In our last series of blog posts, we showed that health insurance carriers are becoming increasingly more likely to offer generous benefits for urgent care compared to the emergency room. While urgent care was conceived as a more convenient and lower cost alternative to the emergency room, it is also being used as an alternative to primary care—particularly, as a recent survey shows, by millennials. In this Veristat post, we will investigate cost sharing for urgent care compared to primary care.
The data science team at Vericred analyzed the benefit designs for health insurance plans on the individual and small group ACA markets to study the difference in how the costs for primary care and urgent care are split between individuals and their health insurance companies. The results show that for both primary care and urgent care, most silver and gold plans share the cost before the deductible, while most bronze plans do not. For all three metal levels, primary care is somewhat more likely to be covered before the deductible than is urgent care. This difference is larger for bronze plans than for silver and gold and larger for the individual market than the small group market. Across all three metal levels, the most common type of cost sharing for both benefits is a copay regardless of whether the deductible has been met; on the individual market, the median copays are $30 for primary care and $75 for urgent care.
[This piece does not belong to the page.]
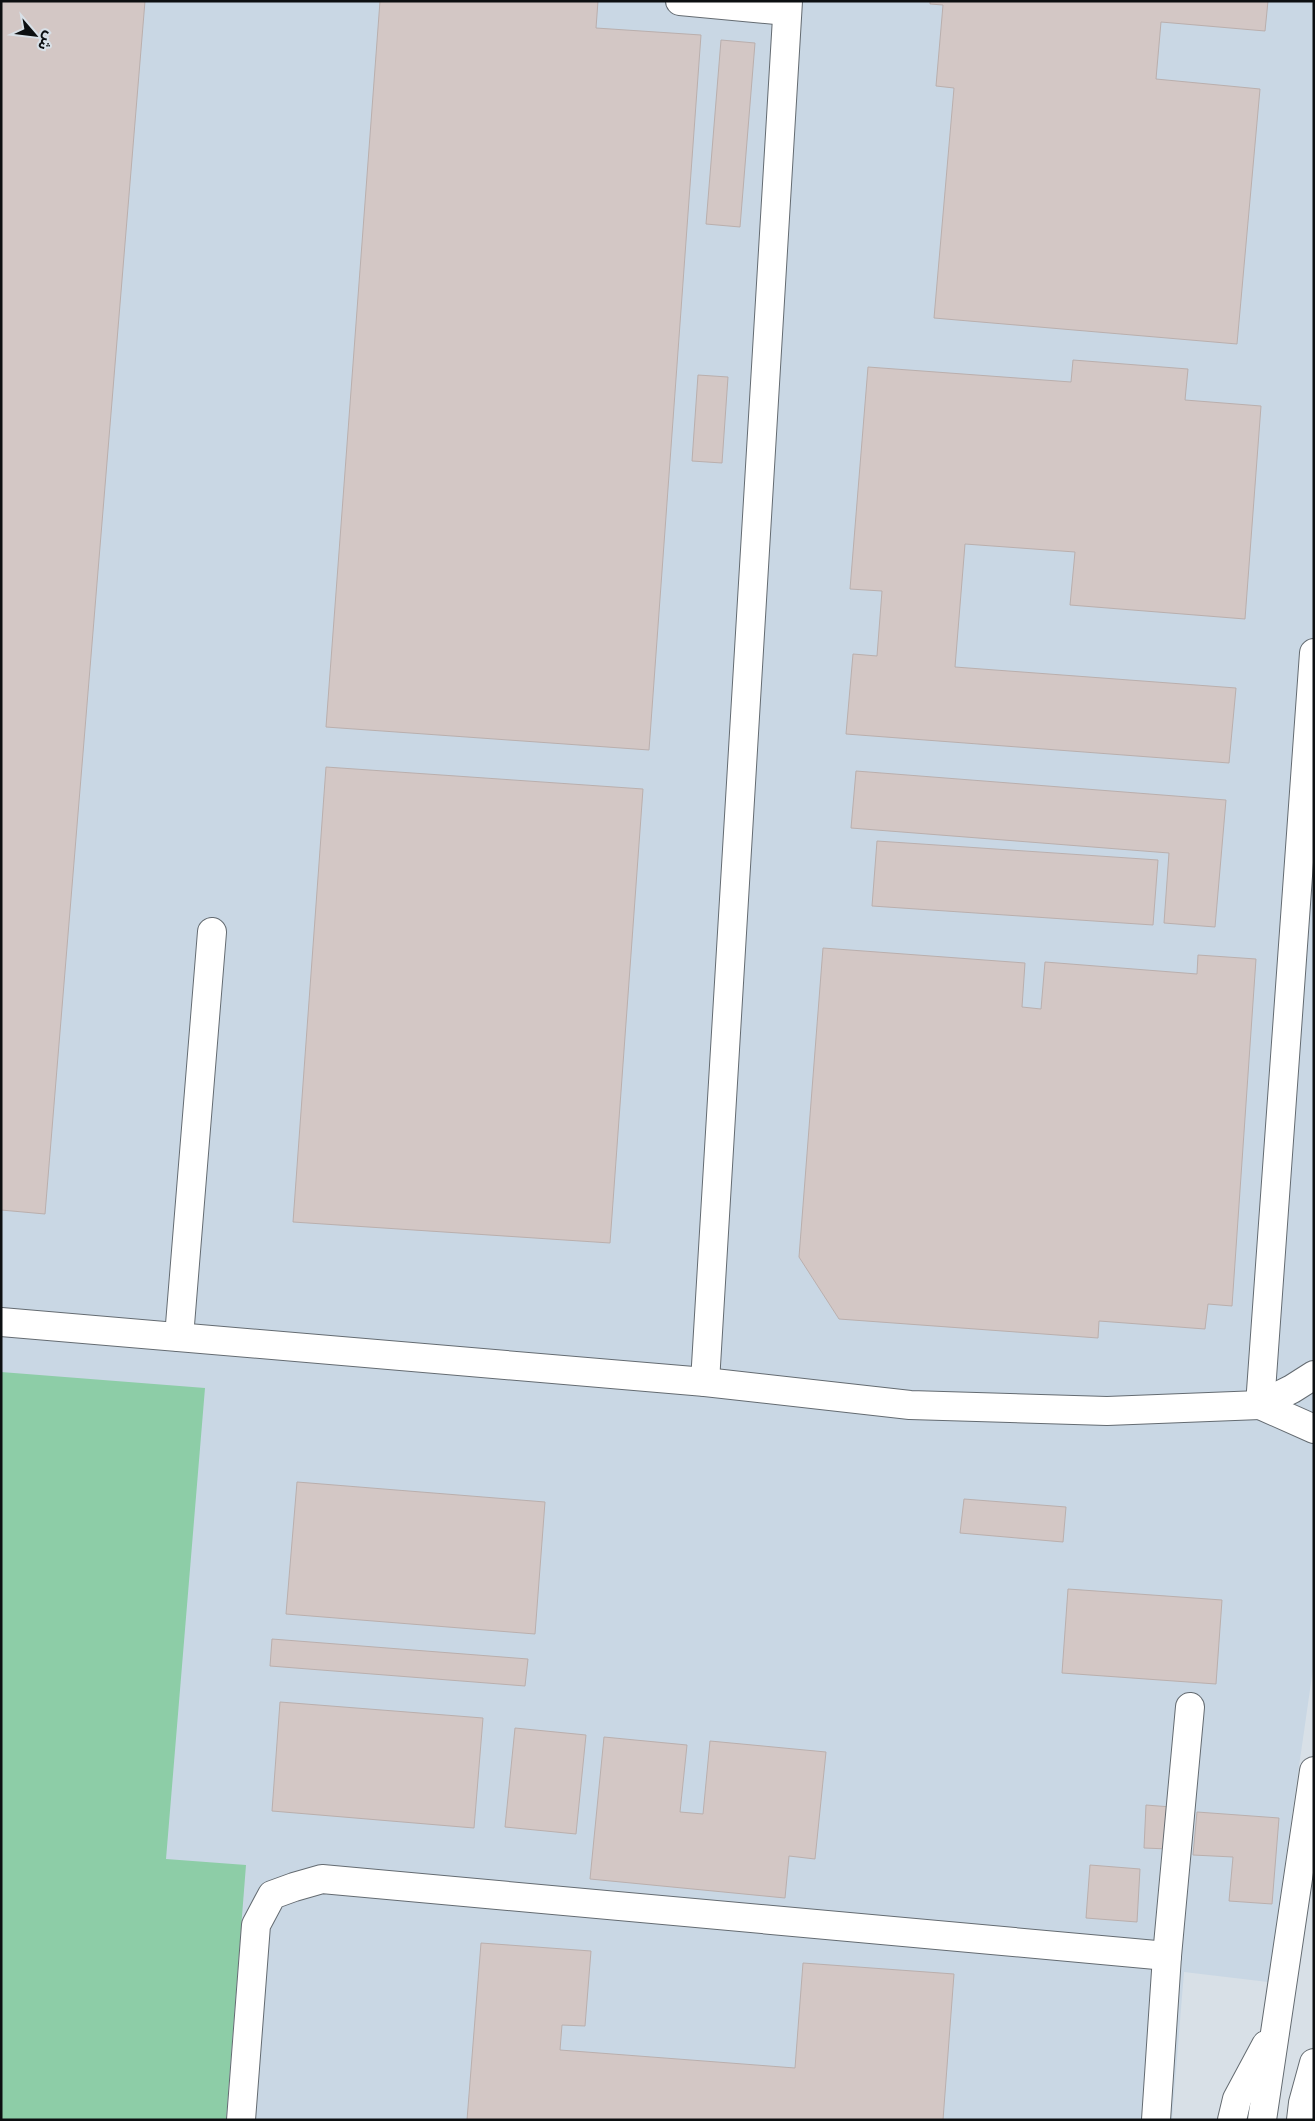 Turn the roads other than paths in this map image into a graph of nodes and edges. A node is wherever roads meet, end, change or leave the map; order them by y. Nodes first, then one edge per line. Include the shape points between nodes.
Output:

While cost sharing is somewhat more generous for primary care than urgent care, there is a much smaller difference between these benefits than we previously found for urgent care vs. the emergency room. The way health insurance carriers structure their benefits influences the way their beneficiaries use the healthcare system. It is worth asking whether the difference between cost sharing for primary care and urgent care is slight enough to reinforce the growing shift towards urgent care as an alternative to having a regular doctor. While urgent care has some advantages, including extended hours for patients who may be unable to take time off work, using it as an alternative to a regular doctor leads to a more fragmented pattern of care. Health insurance carriers should consider how their benefit structures incentivize beneficiaries’ behaviors and how these behaviors will affect health.